二つ返事で行きます!と返ってくる。他に予定はないのかと少し青木が心配になった。姉さんも来るんだけど、大丈夫だよな?この前、紹介してくださいと言っていたのを思い出した。まぁ、姉さんはしっかりしているから、適当にあしらうだろう。
「あ、良いみたいですね。」
彼女がスマホを見詰めながら、呟いた。
「僕の家で料理してくれて良いって言っておいて。緑川先輩も一緒に来てくれって。」
「はい。」
また彼女はスマホに打ち込んで返事を書いていた。
「問題が解決したところで、はい、食べよう。」
僕は丁度運ばれて来た料理を受け取る。
「そうですね。お腹すきました。」
珍しく店主自ら運んで来たのは、何か言いたい事でもあるのだろうか思ったら、案の定そうだった様だ。
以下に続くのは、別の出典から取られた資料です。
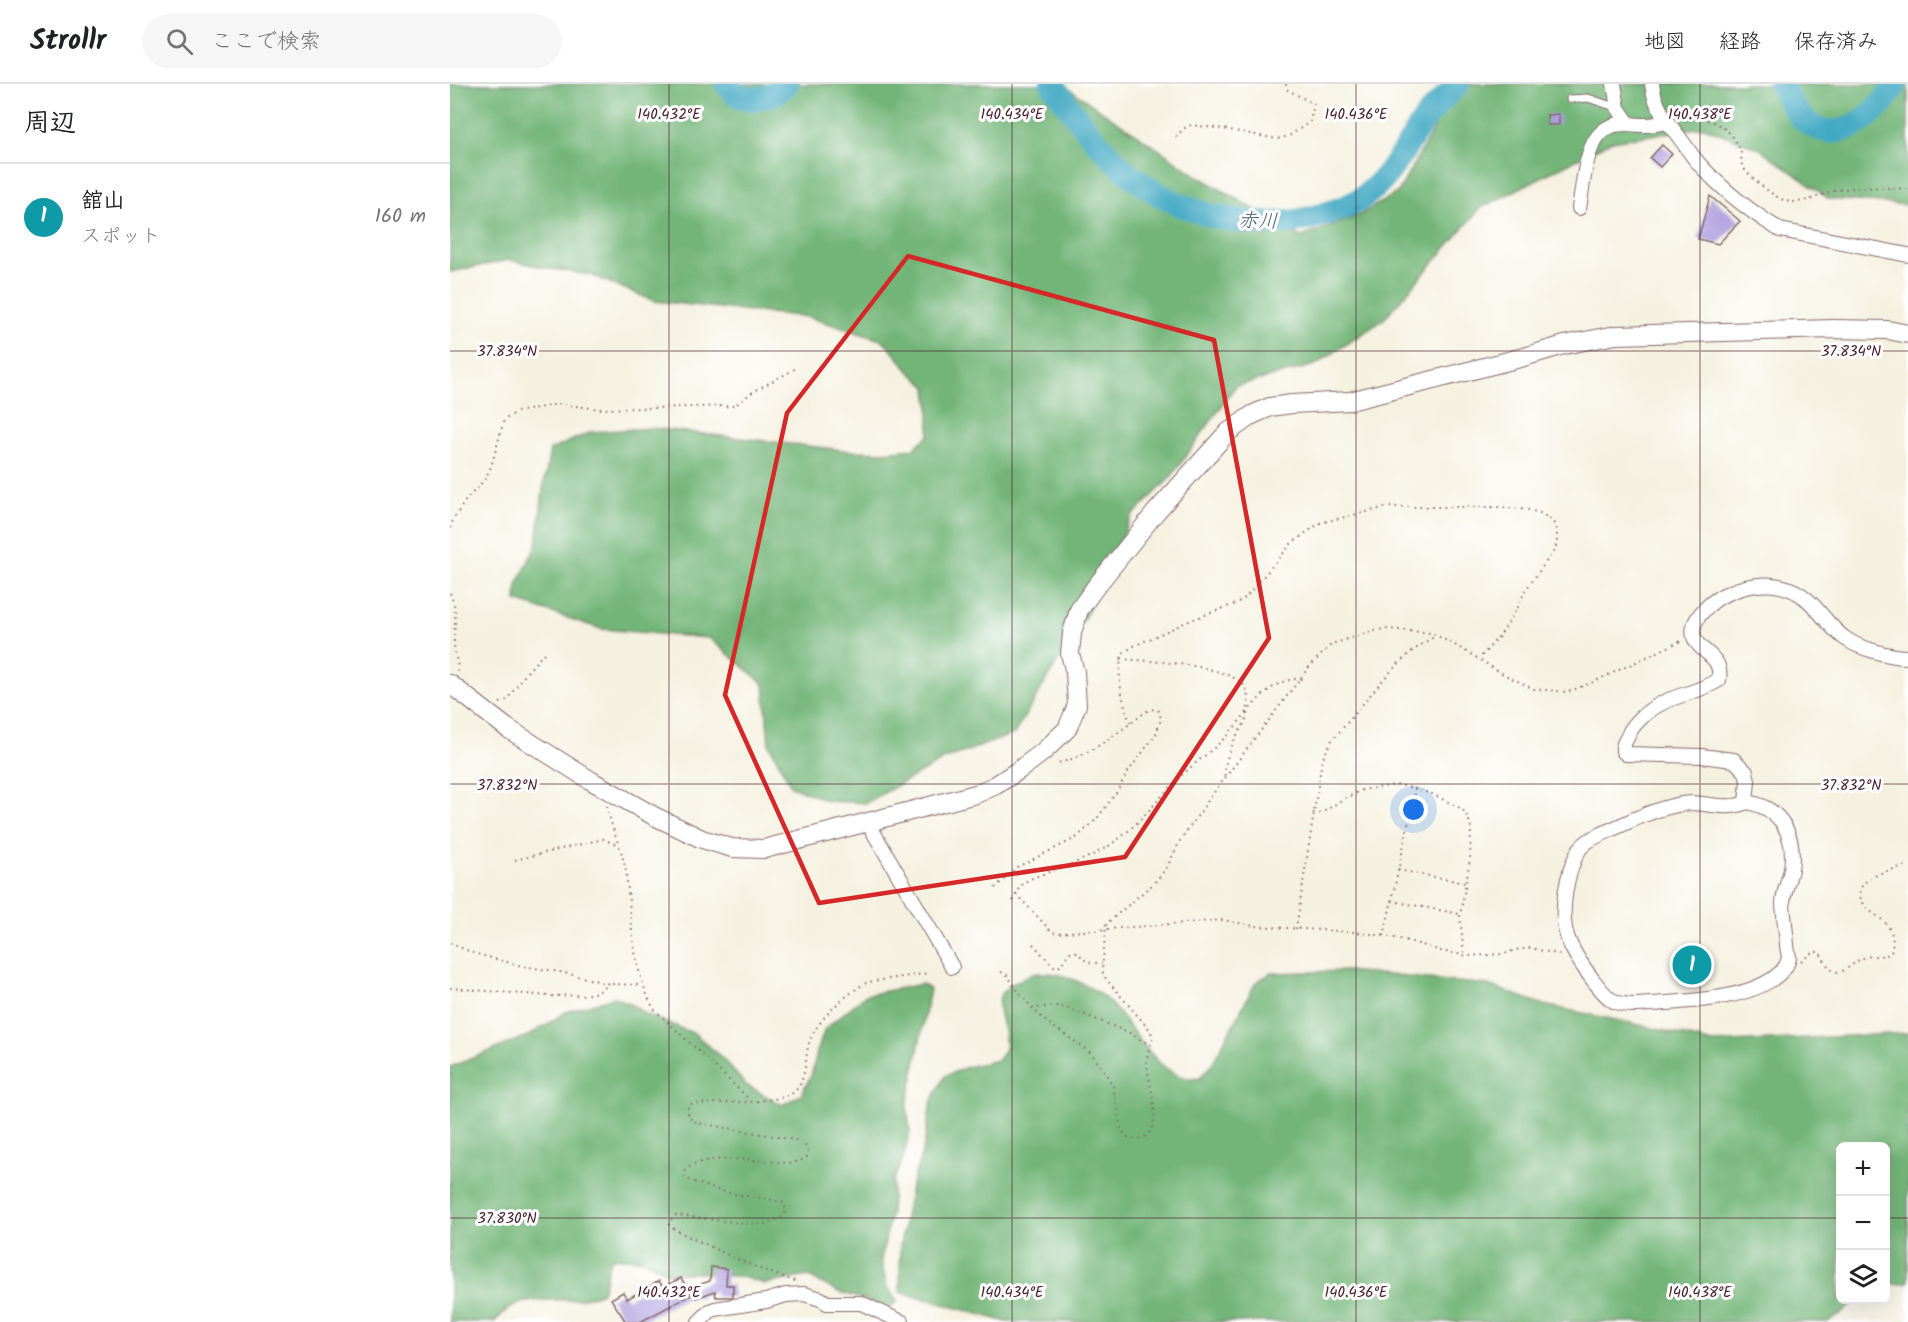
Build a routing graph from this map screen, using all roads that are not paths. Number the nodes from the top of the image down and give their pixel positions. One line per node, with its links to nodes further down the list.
1 (1614, 84): 4 (street)
2 (1652, 84): 6 (street)
3 (1570, 99): 4 (lane)
4 (1618, 108): 5 (street)
5 (1629, 124): 6 (street); 7 (street)
6 (1670, 125): 8 (street)
7 (1579, 208)
8 (1908, 255)
9 (1908, 334): 13 (street)
10 (1908, 657): 12 (street)
11 (454, 687): 13 (street)
12 (1746, 802): 12 (street)
13 (868, 823): 14 (street)
14 (952, 967)
15 (699, 1322): 16 (street)
16 (903, 1322)

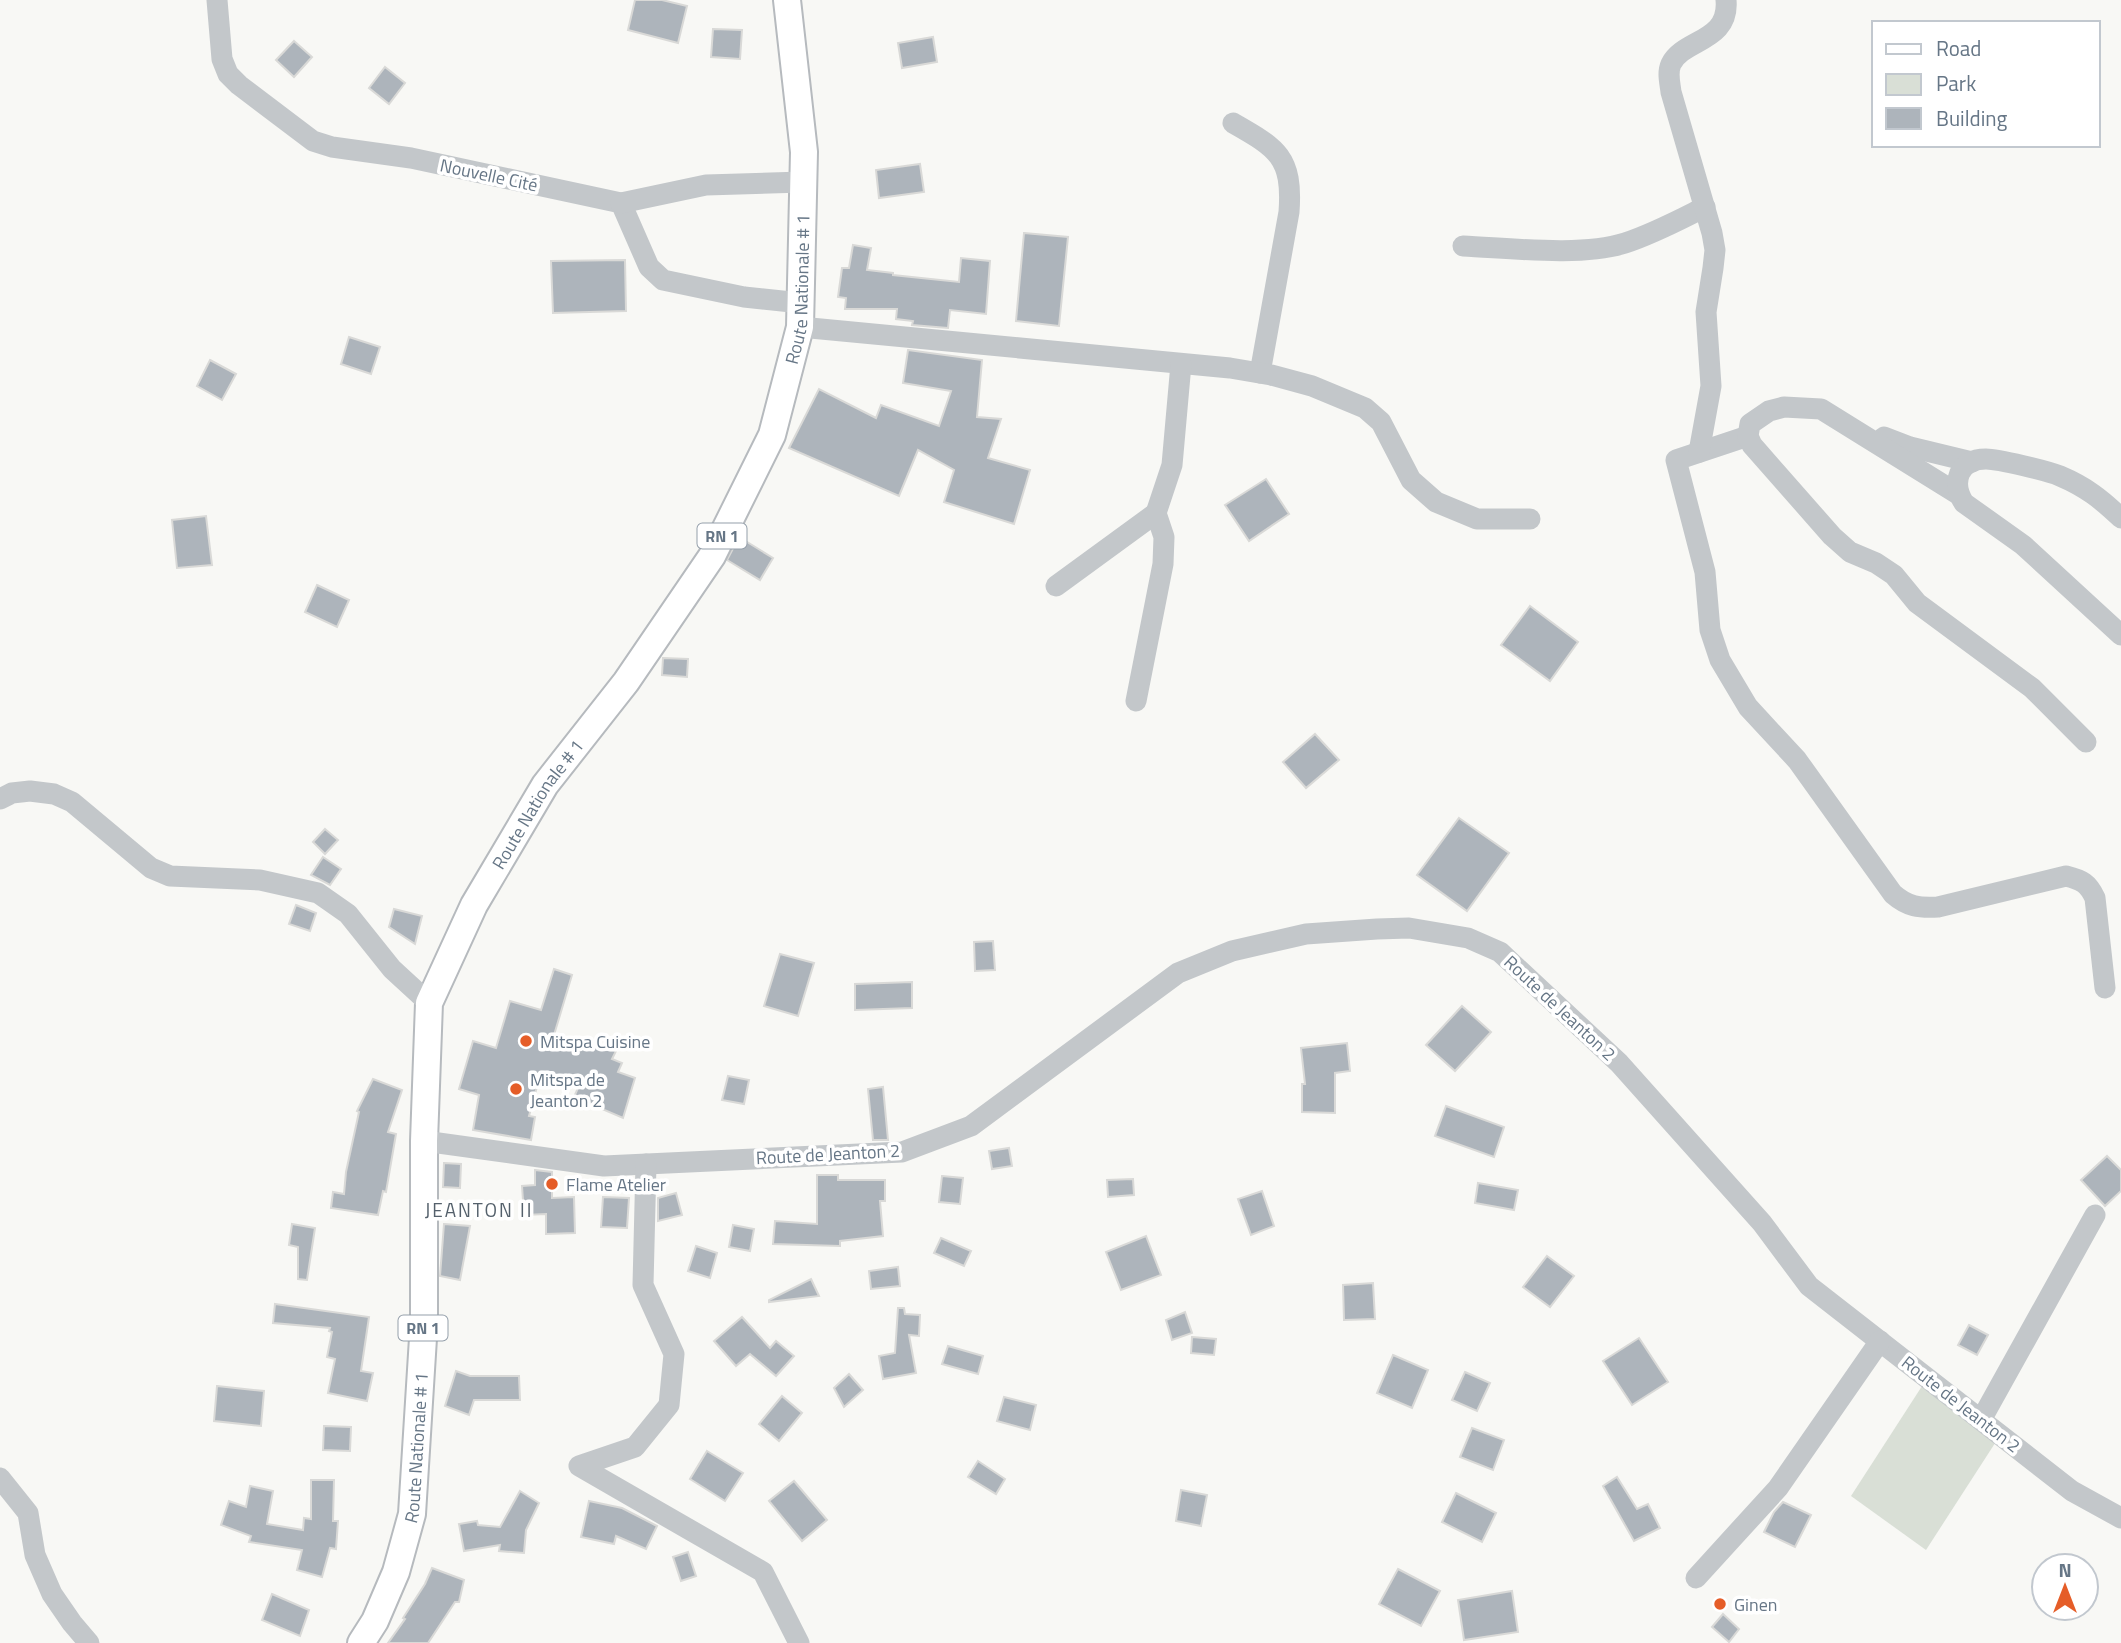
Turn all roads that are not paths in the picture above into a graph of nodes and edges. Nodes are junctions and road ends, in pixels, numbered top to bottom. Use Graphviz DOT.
graph roads {
  1 [pos="217,0"];
  2 [pos="787,0"];
  3 [pos="1726,0"];
  4 [pos="1233,123"];
  5 [pos="803,181"];
  6 [pos="621,203"];
  7 [pos="1705,207"];
  8 [pos="1462,246"];
  9 [pos="801,315"];
  10 [pos="1181,364"];
  11 [pos="1260,373"];
  12 [pos="1837,418"];
  13 [pos="1748,436"];
  14 [pos="1699,452"];
  15 [pos="1972,462"];
  16 [pos="1958,494"];
  17 [pos="1156,513"];
  18 [pos="2121,518"];
  19 [pos="1530,519"];
  20 [pos="1056,586"];
  21 [pos="2121,635"];
  22 [pos="1136,701"];
  23 [pos="2086,742"];
  24 [pos="0,799"];
  25 [pos="2105,988"];
  26 [pos="429,1003"];
  27 [pos="424,1141"];
  28 [pos="646,1164"];
  29 [pos="2095,1215"];
  30 [pos="1880,1341"];
  31 [pos="1981,1420"];
  32 [pos="0,1478"];
  33 [pos="2121,1518"];
  34 [pos="1696,1578"];
  35 [pos="89,1643"];
  36 [pos="361,1643"];
  37 [pos="799,1643"];
  1 -- 6 [label="street, Nouvelle Cité"];
  2 -- 5 [label="main road, Route Nationale # 1 / RN 1"];
  3 -- 7 [label="street"];
  4 -- 11 [label="street"];
  5 -- 6 [label="street"];
  5 -- 9 [label="main road, Route Nationale # 1 / RN 1"];
  6 -- 9 [label="street"];
  7 -- 8 [label="street"];
  7 -- 14 [label="street"];
  9 -- 10 [label="street"];
  9 -- 26 [label="main road, Route Nationale # 1 / RN 1"];
  10 -- 11 [label="street"];
  10 -- 17 [label="street"];
  11 -- 19 [label="street"];
  12 -- 13 [label="street"];
  12 -- 15 [label="street"];
  12 -- 16 [label="street"];
  13 -- 14 [label="street"];
  13 -- 23 [label="street"];
  14 -- 25 [label="street"];
  15 -- 16 [label="street"];
  15 -- 18 [label="street"];
  16 -- 21 [label="street"];
  17 -- 20 [label="street"];
  17 -- 22 [label="street"];
  24 -- 26 [label="street"];
  26 -- 27 [label="main road, Route Nationale # 1 / RN 1"];
  27 -- 28 [label="street, Route de Jeanton 2"];
  27 -- 36 [label="main road, Route Nationale # 1 / RN 1"];
  28 -- 30 [label="street, Route de Jeanton 2"];
  28 -- 37 [label="street"];
  29 -- 31 [label="street"];
  30 -- 31 [label="street, Route de Jeanton 2"];
  30 -- 34 [label="street"];
  31 -- 33 [label="street, Route de Jeanton 2"];
  32 -- 35 [label="street"];
}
「今日も美人連れですね。イケメン君と言い、黒川さんの周りは綺麗な人ばかりですね。」
「うん。周りはね。」
本人はイケメンではないのは自覚してるよ?
「今日は同僚の方ですか?」
「…そう。」
「初めまして、黒川さんと付き合ってる白石です。」
と答えた彼女にビックリしてしまう。思わず、彼女の顔を見詰めてしまった。
「そうなんですか!黒川さんにもやっと春が…。」
店主はニマニマしながら、ごゆっくりと厨房へ去って行った。
「…秘密なのでは?」
「会社じゃないから大丈夫ですよ。知られるの嫌でしたか?」
「まさか。出来るなら、吹聴してまわりたい気分だよ?」
「ふふ。良かった。黒川さんの驚いた顔が見られて、得した気分です。」
何故か機嫌が良くなった彼女は、美味しそうに海老しんじょを食べている。意外と負けず嫌いなのかもしれないと思った。
僕達はビールを飲みつつ、料理をつまむ。
「あ、さっき店主さんが、今日も美人連れって言っていたってことは、お姉さんと来ていたんですか?」
「そうそう。大変な目にあったんだよなぁ。」
「何ですか?大変な目って。」
「酔っ払った姉さんに、パセリかサラダかどっちか食べろって言われたんだよ。」
「食べたんですか?」
「うん、パセリをね。情報の対価として。」
「何の情報ですか?」
彼女は不思議そうな顔をする。
「…君の気持ちを掴む情報。」
「…もしかして薔薇の花?」
「そう。」
君の顔が少し赤くなったのは、お酒のせいじゃないと思う。ニヤリと笑って君を見詰めた。僕はやられっぱなしでは嫌なので、これでおあいこかな?
「これが姉だよ。隣が姪っ子。」
僕はスマホで写真を見せた。
「本当に綺麗な人ですね。姪っ子ちゃんも可愛い!」
「そう、めちゃくちゃ可愛いんだよね。」
僕は姪っ子が誕生日プレゼントありがとうと喋っている動画を観せた。思わず頬が緩んでニヤニヤしてしまう。
「黒川さんって良いお父さんになりそうですよね。」
彼女がクスクスと笑いながら僕に言う。
「…それは、催促?」
「え?」
目を丸くして驚いた後、顔が見る見るうちに真っ赤になってしまった。
「ち、違います!!そう言う意味じゃ…。」
「…そこまで全力で否定されると、傷付くんですけど?」
「う、そういうつもりじゃ…。」
狼狽えている彼女を見ていたら、我慢できずに声を出して笑ってしまった。
「!!からかってますよね?」
彼女は機嫌を損ねた様に、拗ねてそっぽ向いてしまった。あ、やり過ぎたかなぁ?反応が面白くて、つい。
「ごめんね?許して?」
僕は彼女の顔を覗き込む。彼女は横目でチラリと僕を見た。
「…赤い薔薇の花言葉を、目の前で私に言ってくれたら許してあげます。」
う、そう来たか。
「……後で良いですか?」
僕は恥ずかしくなって、懇願する様に彼女を見詰める。
「良いですよ。」
彼女はニッコリと笑って、真っ直ぐに僕を見る。勝ち誇った様な顔をしていた。
やっぱり、彼女は負けず嫌いみたいだ。